Complete step by step solution
In the given it is given that the $3\%$ solution of glucose is isotonic with $1\%$ of a non-volatile non-electrolyte substance. So, the osmotic pressure is equal. Osmotic pressure is denoted by $\left( \pi \right)$
We know osmotic pressure $\left( \pi \right)$ $= CRT$ , where $C$ is the concentration, $R$ is a gas constant and $T$ is a temperature
So, according to the isotonic condition,
${\pi _{glu\cos e}} = {\pi _{solute}}$ $\left( 1 \right)$
Where ${\pi _{glu\cos e}}$ is the osmotic pressure of glucose and ${\pi _{solute}}$ is the osmotic pressure of solute.
By relation, $\pi = CRT$ , we get equation $1$ as
${C_{glu\cos e}}RT = {C_{solute}}RT$
$\Rightarrow$ ${C_{glu\cos e}} = {C_{solute}}$
$\left( 2 \right)$
$\Rightarrow$ $\dfrac{{{W_{glu\cos e}} \times 1000}}{{{M_{glu\cos e}} \times V}}\dfrac{{{W_{solute \times }}1000}}{{{M_{solute}} \times V}}$ $\left( 3 \right)$ $\left[ {\because C = \dfrac{{W \times 1000}}{{M \times V}}} \right]$
Where ${W_{gluo\cos e}}$ and ${W_{solute}}$ is the weight of glucose and solute whereas ${M_{glu\cos e}}$ and ${M_{solute}}$ molar mass of glucose and solute.
Now, by solving equation $\left( 3 \right)$ .we get the final relation to solve the given question, we get
$\dfrac{{{W_{glu\cos e}}}}{{{M_{glu\cos e}}}} = \dfrac{{{W_{solute}}}}{{{M_{solute}}}}$ $\left( 4 \right)$
In our question $3\%$ of glucose solution means $3g$ of solution present in $100g$ of solution. Similarly, $1\%$ of solution means $1g$ of solute present in $100g$ of solution.
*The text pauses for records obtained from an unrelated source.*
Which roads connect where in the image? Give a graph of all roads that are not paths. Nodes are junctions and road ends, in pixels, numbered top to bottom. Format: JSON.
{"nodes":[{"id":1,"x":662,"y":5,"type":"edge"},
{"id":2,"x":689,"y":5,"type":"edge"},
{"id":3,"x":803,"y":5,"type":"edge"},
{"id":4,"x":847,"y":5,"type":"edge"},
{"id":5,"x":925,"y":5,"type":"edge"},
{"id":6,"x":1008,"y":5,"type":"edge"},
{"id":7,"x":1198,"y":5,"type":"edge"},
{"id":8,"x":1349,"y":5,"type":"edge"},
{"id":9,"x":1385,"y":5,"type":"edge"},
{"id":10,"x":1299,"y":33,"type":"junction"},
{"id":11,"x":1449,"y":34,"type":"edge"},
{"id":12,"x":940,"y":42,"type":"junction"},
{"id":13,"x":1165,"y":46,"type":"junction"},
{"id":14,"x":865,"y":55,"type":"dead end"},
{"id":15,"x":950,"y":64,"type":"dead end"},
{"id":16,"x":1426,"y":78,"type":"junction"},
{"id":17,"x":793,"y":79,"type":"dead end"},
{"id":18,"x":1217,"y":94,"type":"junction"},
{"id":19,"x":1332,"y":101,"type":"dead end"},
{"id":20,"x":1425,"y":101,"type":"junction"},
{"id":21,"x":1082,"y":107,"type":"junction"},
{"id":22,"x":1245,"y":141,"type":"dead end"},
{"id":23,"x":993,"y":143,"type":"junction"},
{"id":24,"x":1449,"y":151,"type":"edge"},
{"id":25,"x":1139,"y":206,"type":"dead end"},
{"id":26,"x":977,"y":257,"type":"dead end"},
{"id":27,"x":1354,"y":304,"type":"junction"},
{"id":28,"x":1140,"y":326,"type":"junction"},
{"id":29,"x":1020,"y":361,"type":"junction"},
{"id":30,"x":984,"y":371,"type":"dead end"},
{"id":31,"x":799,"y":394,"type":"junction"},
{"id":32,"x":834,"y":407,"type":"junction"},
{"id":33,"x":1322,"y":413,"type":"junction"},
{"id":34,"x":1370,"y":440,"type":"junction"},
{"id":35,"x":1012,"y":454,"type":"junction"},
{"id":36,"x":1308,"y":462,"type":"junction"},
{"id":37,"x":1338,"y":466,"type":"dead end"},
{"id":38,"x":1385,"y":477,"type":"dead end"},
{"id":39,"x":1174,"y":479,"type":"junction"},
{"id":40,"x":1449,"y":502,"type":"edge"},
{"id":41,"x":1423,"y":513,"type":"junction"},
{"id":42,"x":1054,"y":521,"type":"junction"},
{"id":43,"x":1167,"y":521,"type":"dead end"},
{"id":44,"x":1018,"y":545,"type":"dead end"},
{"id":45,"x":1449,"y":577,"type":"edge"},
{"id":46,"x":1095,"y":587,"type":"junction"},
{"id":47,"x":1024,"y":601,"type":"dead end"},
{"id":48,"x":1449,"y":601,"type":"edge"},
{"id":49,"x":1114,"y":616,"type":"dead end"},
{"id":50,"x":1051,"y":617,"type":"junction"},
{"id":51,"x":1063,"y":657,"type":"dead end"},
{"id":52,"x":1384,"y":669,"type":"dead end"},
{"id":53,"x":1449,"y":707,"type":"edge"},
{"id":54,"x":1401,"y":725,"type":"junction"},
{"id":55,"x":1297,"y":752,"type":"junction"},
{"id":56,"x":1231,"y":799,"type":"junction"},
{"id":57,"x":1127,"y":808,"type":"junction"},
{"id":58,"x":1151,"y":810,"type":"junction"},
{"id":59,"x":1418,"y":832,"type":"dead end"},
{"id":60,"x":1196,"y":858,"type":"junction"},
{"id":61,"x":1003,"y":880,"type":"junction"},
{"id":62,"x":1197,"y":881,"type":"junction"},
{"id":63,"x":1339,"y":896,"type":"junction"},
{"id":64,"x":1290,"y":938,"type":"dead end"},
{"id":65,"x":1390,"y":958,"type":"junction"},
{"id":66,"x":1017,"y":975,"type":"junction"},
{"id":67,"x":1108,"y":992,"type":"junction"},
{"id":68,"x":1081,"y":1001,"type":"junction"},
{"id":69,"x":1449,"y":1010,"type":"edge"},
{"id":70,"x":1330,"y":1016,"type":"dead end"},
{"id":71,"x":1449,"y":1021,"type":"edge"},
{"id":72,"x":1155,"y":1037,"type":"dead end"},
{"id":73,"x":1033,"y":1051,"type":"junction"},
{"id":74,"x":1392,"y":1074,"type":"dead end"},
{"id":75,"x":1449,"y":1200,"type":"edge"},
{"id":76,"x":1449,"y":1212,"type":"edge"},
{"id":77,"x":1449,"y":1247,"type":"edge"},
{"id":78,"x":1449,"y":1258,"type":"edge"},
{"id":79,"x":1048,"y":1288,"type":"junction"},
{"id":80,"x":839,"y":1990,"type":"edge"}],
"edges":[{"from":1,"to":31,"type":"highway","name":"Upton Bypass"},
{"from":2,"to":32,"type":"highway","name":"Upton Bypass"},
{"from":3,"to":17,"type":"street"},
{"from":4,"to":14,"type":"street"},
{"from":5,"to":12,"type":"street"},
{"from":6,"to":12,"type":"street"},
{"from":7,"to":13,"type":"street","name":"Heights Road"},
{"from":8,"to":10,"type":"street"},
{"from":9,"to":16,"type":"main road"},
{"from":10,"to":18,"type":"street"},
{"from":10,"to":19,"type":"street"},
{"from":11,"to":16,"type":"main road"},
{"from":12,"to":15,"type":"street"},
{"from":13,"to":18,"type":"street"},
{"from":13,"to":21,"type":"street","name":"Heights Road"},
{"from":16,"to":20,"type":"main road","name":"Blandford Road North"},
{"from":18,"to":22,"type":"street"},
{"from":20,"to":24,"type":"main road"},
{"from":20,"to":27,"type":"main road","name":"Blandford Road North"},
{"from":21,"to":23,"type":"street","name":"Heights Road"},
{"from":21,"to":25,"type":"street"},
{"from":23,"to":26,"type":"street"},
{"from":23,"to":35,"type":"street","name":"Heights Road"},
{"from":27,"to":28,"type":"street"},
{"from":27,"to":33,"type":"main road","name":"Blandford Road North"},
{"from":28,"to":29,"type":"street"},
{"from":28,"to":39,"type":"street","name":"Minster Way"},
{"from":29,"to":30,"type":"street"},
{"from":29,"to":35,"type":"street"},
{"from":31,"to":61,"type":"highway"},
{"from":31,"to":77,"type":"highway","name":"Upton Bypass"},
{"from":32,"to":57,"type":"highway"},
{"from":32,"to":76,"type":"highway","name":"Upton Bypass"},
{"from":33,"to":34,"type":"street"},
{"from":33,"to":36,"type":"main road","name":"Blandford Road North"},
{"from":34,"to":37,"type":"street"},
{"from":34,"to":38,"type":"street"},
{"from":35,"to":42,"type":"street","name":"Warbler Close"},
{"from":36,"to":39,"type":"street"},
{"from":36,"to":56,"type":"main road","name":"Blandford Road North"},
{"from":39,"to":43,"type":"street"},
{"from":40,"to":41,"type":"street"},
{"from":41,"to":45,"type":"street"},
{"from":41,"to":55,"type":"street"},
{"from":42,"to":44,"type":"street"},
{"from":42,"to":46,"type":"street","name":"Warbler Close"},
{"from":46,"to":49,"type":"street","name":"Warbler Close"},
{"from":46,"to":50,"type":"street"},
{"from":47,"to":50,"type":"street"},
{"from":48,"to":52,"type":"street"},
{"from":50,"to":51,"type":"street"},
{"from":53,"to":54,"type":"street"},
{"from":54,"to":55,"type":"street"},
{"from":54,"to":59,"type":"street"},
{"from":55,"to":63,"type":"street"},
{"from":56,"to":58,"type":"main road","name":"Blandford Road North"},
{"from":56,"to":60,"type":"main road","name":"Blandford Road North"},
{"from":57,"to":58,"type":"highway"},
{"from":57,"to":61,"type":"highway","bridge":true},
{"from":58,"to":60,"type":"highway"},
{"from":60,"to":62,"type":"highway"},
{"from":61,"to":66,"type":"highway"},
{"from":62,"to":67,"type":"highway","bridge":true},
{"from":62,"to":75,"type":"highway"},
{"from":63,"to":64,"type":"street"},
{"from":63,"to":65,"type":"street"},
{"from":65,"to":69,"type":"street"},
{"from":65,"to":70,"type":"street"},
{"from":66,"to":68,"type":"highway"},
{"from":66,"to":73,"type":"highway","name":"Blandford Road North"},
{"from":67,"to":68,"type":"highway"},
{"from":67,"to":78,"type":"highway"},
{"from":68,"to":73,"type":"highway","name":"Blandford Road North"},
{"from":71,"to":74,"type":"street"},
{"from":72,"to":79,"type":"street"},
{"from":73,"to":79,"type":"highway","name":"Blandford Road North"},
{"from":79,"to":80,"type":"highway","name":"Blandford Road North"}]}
We also know the molar mass of glucose is $180g/mol$
By using the above equation $\left( 4 \right)$ , we get
$\dfrac{3}{{180}} = \dfrac{1}{{{M_{solute}}}}$
$\Rightarrow$ ${M_{solute}} = 60g/mol$
Thus, the molar mass of solute is $60g/mol$ . So, the correct answer is $B.$

Additional Information
Hypertonic solution: Hypertonic solutions are solutions having comparatively high osmotic pressure. Hypertonic solutions are helpful for food preservation.
Hypotonic solution: It is defined as the solution having lower osmotic pressure. Hypotonic solutions are not helpful for food preservation.

Note:
Osmotic pressure is the minimum pressure that is required to be applied to a solution to prevent the inward flow of its pure solvent across a semipermeable membrane. It is also defined as the pressure required stopping the osmosis.